Na historiografia japonesa da Guerra Sino-Japonesa, pesadas perdas neste setor foram explicadas pelas atividades das divisões comunistas (porque, naturalmente, ninguém acreditou nos relatos sobre a batalha com os soldados de barro). O governo de Mao Zedong apoiou de bom grado essa versão, reivindicando uma vitória extra para si mesmo.

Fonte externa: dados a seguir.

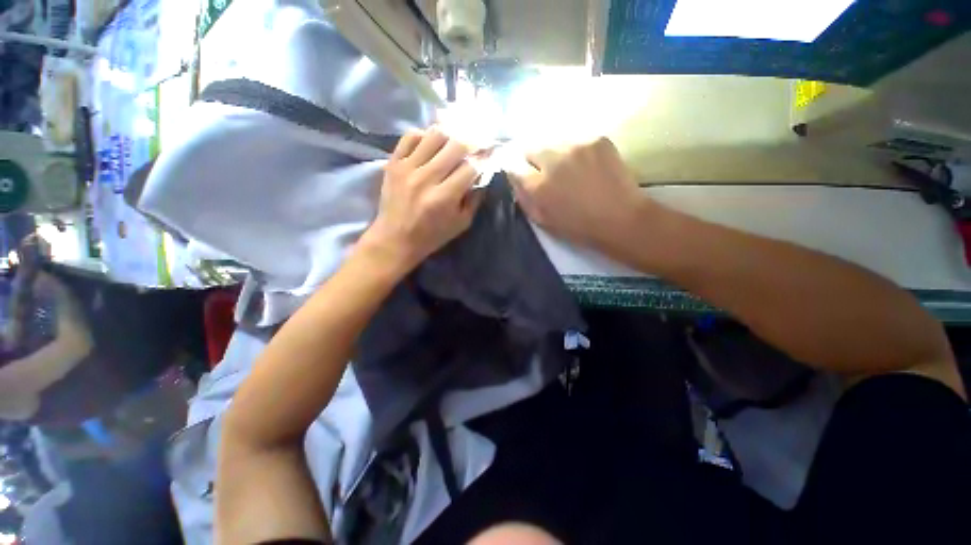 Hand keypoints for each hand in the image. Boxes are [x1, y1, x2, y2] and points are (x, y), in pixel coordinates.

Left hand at [360, 129, 481, 272]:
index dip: (483, 160)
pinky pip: (411, 136)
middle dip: (471, 144)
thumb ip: (474, 200)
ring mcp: (407, 168)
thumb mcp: (461, 224)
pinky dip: (425, 136)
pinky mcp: (393, 163)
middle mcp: (426, 178)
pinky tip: (431, 145)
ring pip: (435, 135)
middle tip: (475, 147)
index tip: (488, 158)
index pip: (470, 167)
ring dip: (450, 137)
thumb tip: (482, 175)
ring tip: (453, 145)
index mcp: (444, 197)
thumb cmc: (431, 236)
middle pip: (456, 145)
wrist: (395, 239)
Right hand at [508, 137, 647, 249]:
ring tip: (567, 168)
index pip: (513, 166)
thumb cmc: (579, 227)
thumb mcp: (544, 221)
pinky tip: (585, 164)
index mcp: (539, 186)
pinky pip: (574, 139)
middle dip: (533, 160)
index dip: (516, 171)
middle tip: (545, 172)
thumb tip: (516, 181)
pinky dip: (574, 150)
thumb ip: (525, 199)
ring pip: (552, 141)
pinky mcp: (596, 138)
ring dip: (553, 153)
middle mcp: (553, 160)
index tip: (522, 175)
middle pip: (530, 148)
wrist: (622, 218)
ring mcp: (576, 146) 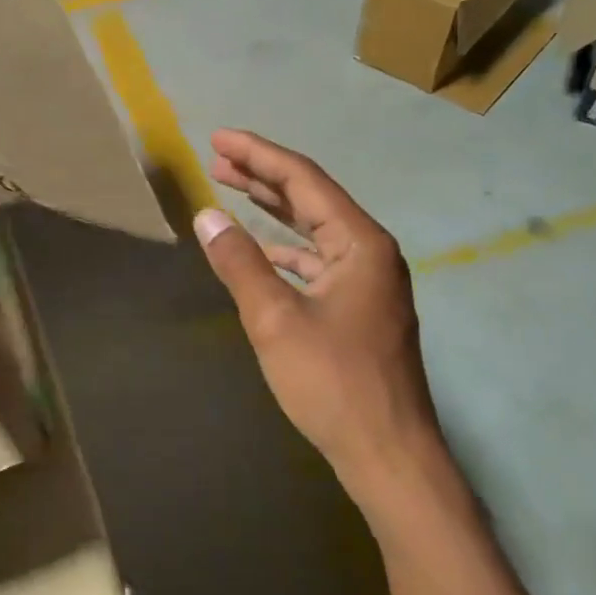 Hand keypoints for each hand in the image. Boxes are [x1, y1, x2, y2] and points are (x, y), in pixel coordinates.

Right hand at [194, 130, 446, 513]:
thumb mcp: (276, 320)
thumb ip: (240, 263)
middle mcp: (371, 252)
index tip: (217, 139)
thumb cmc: (333, 383)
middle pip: (311, 198)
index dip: (258, 155)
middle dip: (263, 176)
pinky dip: (286, 249)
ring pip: (315, 229)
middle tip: (217, 158)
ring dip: (273, 210)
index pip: (303, 180)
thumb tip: (207, 216)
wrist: (388, 454)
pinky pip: (319, 261)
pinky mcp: (361, 308)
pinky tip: (262, 250)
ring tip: (232, 190)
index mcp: (360, 243)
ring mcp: (370, 281) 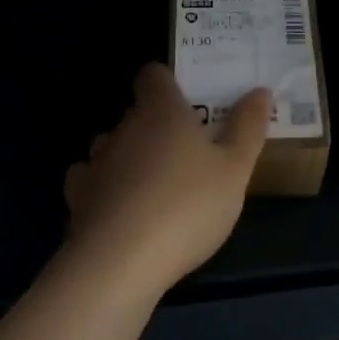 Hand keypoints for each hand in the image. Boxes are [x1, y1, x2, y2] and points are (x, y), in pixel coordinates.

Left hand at [64, 64, 269, 296]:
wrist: (118, 264)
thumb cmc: (187, 205)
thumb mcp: (235, 169)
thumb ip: (248, 128)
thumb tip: (260, 91)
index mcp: (162, 110)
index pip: (153, 75)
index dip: (167, 83)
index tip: (187, 100)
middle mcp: (124, 127)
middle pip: (137, 112)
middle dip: (156, 125)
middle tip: (186, 151)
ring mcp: (96, 163)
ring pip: (112, 146)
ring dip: (129, 157)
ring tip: (154, 184)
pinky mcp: (77, 200)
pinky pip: (90, 182)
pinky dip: (104, 189)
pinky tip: (121, 210) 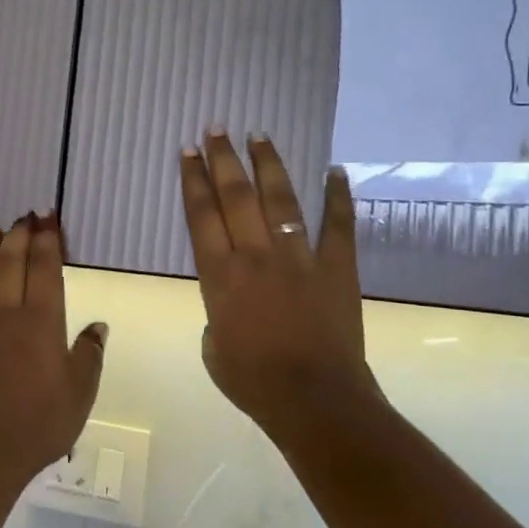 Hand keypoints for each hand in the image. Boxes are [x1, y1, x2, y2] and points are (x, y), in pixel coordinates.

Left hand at [0, 214, 106, 488]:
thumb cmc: (40, 422)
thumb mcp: (81, 391)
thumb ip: (88, 353)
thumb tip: (96, 326)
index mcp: (42, 321)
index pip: (45, 267)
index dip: (48, 239)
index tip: (48, 217)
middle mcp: (6, 314)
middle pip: (12, 264)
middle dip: (20, 235)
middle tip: (24, 215)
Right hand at [179, 132, 380, 440]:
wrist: (313, 399)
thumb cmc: (253, 381)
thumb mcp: (213, 348)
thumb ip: (217, 316)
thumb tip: (231, 304)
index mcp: (220, 277)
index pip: (202, 216)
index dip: (194, 181)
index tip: (189, 152)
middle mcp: (256, 256)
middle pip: (236, 197)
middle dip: (224, 160)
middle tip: (217, 128)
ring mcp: (299, 258)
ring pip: (281, 201)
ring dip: (269, 165)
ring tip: (259, 136)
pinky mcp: (337, 267)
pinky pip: (339, 224)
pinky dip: (339, 196)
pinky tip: (335, 170) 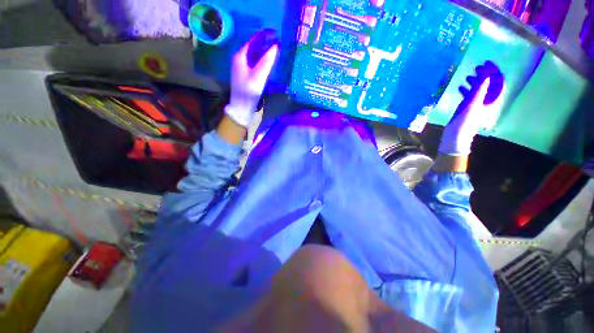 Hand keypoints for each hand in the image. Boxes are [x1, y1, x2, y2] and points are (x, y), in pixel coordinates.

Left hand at [225, 34, 278, 127]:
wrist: (242, 108)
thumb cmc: (249, 92)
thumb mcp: (258, 76)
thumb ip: (266, 61)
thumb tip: (275, 46)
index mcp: (240, 57)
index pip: (252, 41)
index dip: (264, 37)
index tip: (276, 36)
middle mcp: (238, 59)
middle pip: (253, 48)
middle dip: (265, 46)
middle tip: (278, 46)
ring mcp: (241, 68)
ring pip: (254, 56)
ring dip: (264, 54)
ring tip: (276, 54)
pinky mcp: (244, 75)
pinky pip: (254, 64)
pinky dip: (261, 62)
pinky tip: (268, 65)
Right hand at [438, 61, 503, 155]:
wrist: (455, 137)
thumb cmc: (465, 122)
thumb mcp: (473, 105)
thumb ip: (480, 90)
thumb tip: (487, 75)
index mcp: (489, 100)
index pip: (495, 82)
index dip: (493, 72)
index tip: (486, 63)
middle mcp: (484, 101)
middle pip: (487, 85)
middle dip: (483, 75)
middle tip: (476, 67)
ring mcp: (475, 105)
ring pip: (478, 90)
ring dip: (474, 82)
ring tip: (468, 75)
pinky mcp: (466, 109)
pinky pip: (468, 96)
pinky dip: (466, 90)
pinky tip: (460, 87) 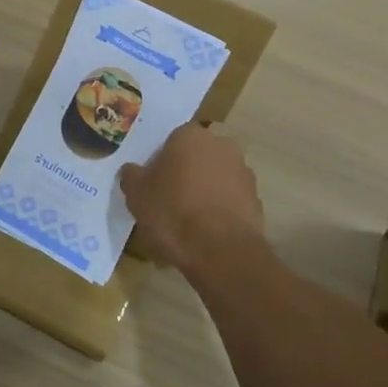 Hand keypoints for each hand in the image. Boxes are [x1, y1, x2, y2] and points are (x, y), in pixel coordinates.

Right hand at [118, 124, 264, 273]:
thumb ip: (132, 176)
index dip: (159, 161)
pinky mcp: (256, 200)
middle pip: (196, 157)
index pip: (170, 140)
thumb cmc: (172, 212)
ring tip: (186, 222)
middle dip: (184, 174)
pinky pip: (228, 200)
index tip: (151, 182)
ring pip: (214, 178)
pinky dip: (218, 211)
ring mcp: (243, 172)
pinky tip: (204, 234)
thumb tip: (131, 170)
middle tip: (167, 200)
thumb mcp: (136, 194)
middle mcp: (222, 146)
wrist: (220, 250)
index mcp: (190, 136)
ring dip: (202, 192) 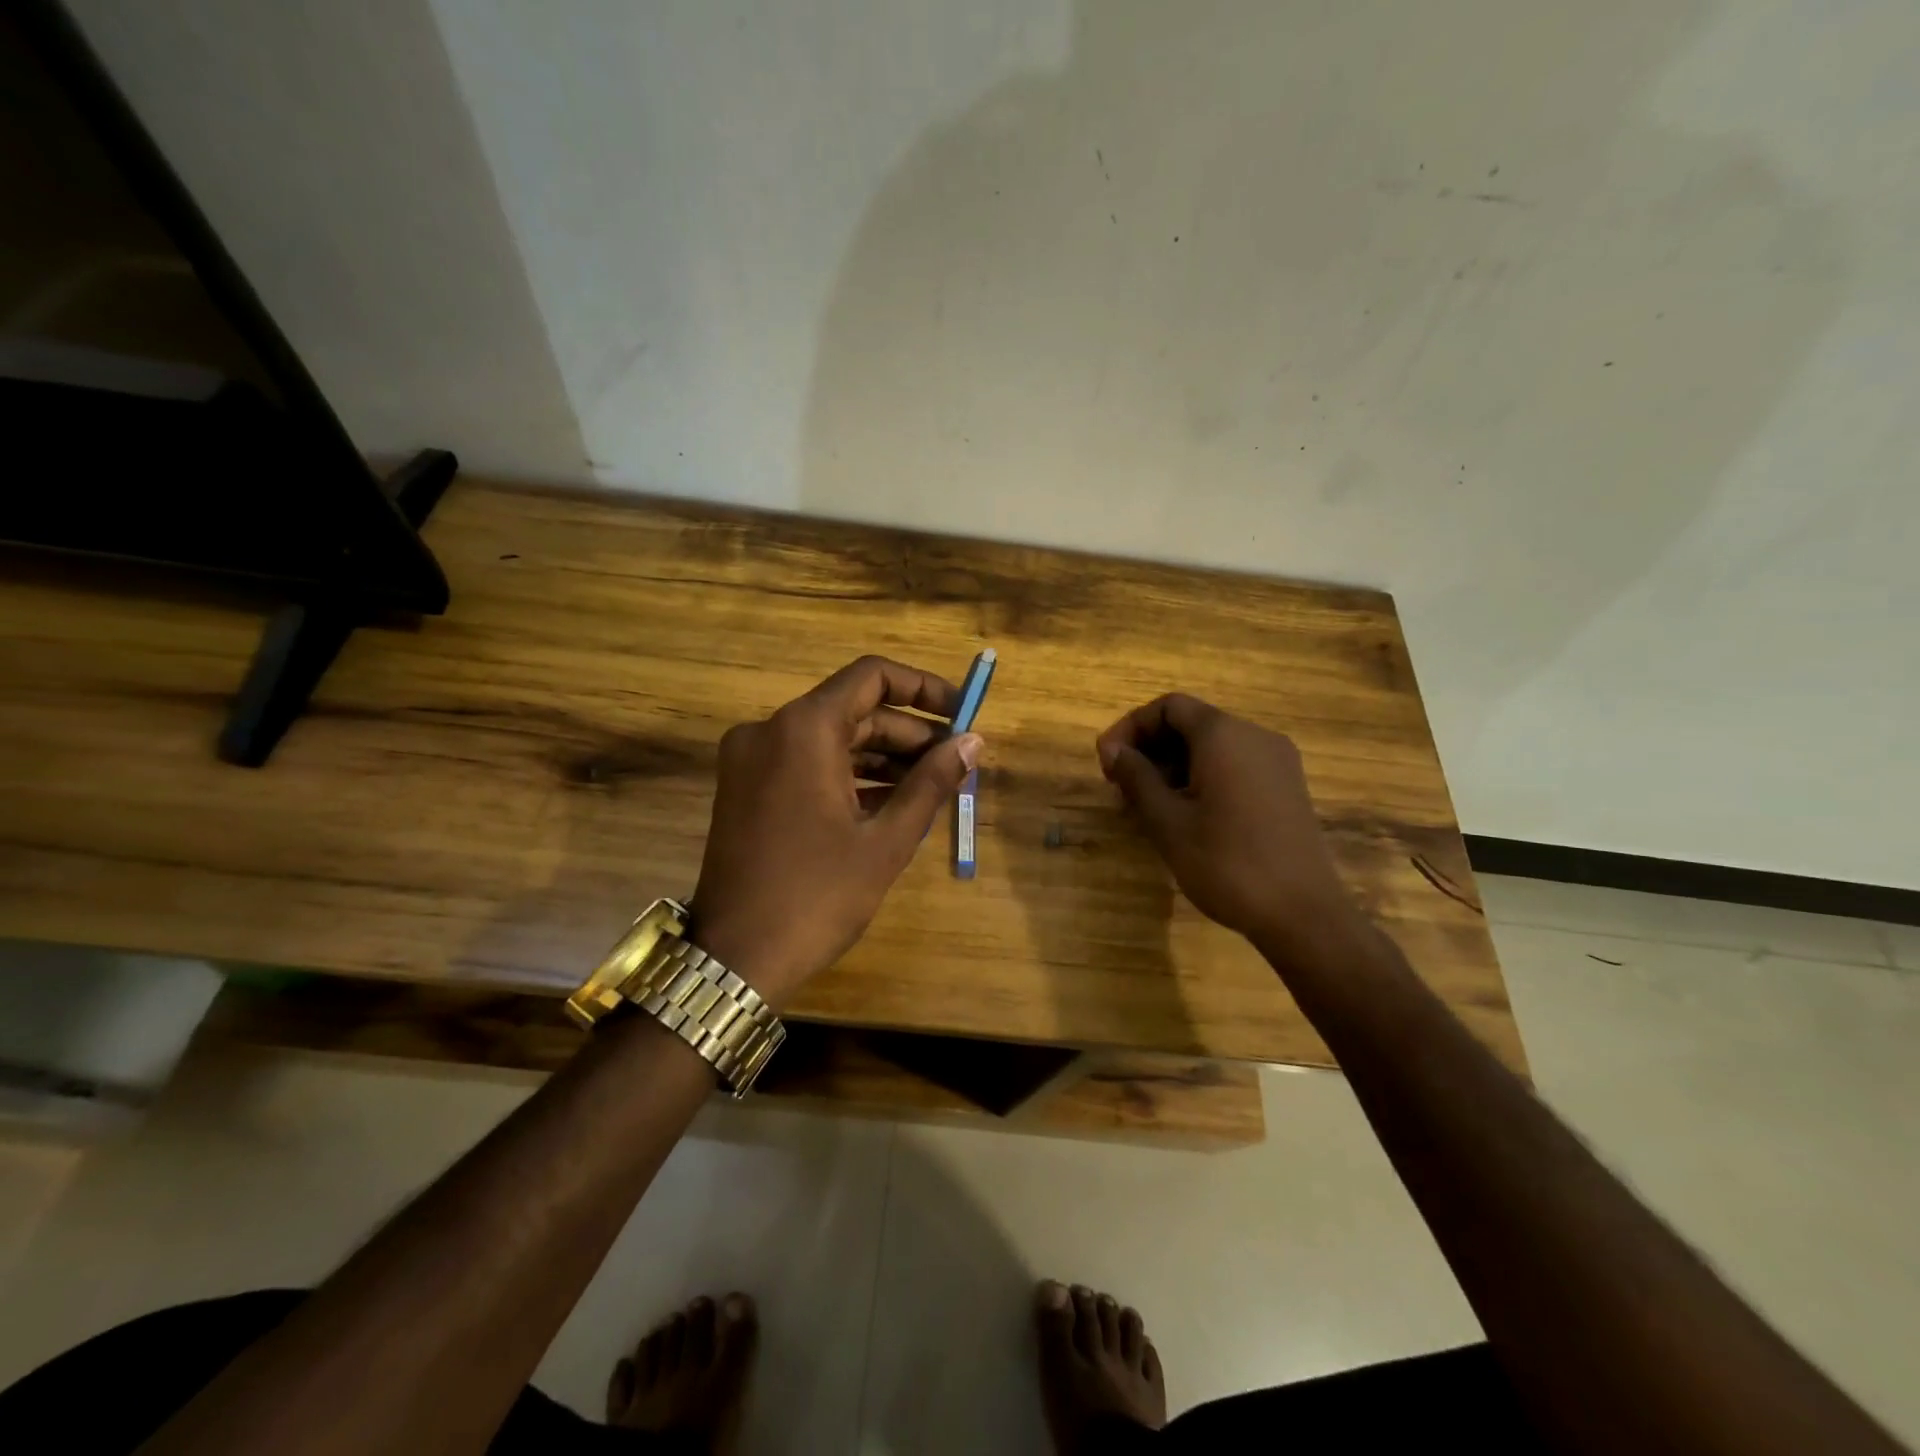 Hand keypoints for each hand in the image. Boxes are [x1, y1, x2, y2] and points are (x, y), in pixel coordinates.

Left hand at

Os arqueólogos que descobriram os soldados de argila em 1974 foram rápidos em nomeá-los como parte da tumba de Qin Shi Huang. Uma análise mais detalhada (e, claro, a publicação do livro de Kanyoki e Yujie) mostrou que eles estavam errados, mas os arqueólogos não queriam admitir que estavam errados - além disso, neste caso, as autoridades chinesas foram privadas de uma atração turística valiosa. As figuras foram “ajustadas” e outras estátuas, como cavalos e carruagens, foram esculpidas em argila local. A história do "Exército de Terracota" foi transferida dois mil anos para o passado, e a batalha por Vuponienta tornou-se um episódio insignificante de uma guerra distante.

P. S. Em 1985, a filha de Kanyoka procurou Hayao Miyazaki com a proposta de filmar a história da batalha com Vuponientu e até ofereceu sua própria versão do roteiro (onde as estátuas ganharam vida de verdade). Mas o governo japonês pressionou o famoso diretor e ele teve que desistir das filmagens.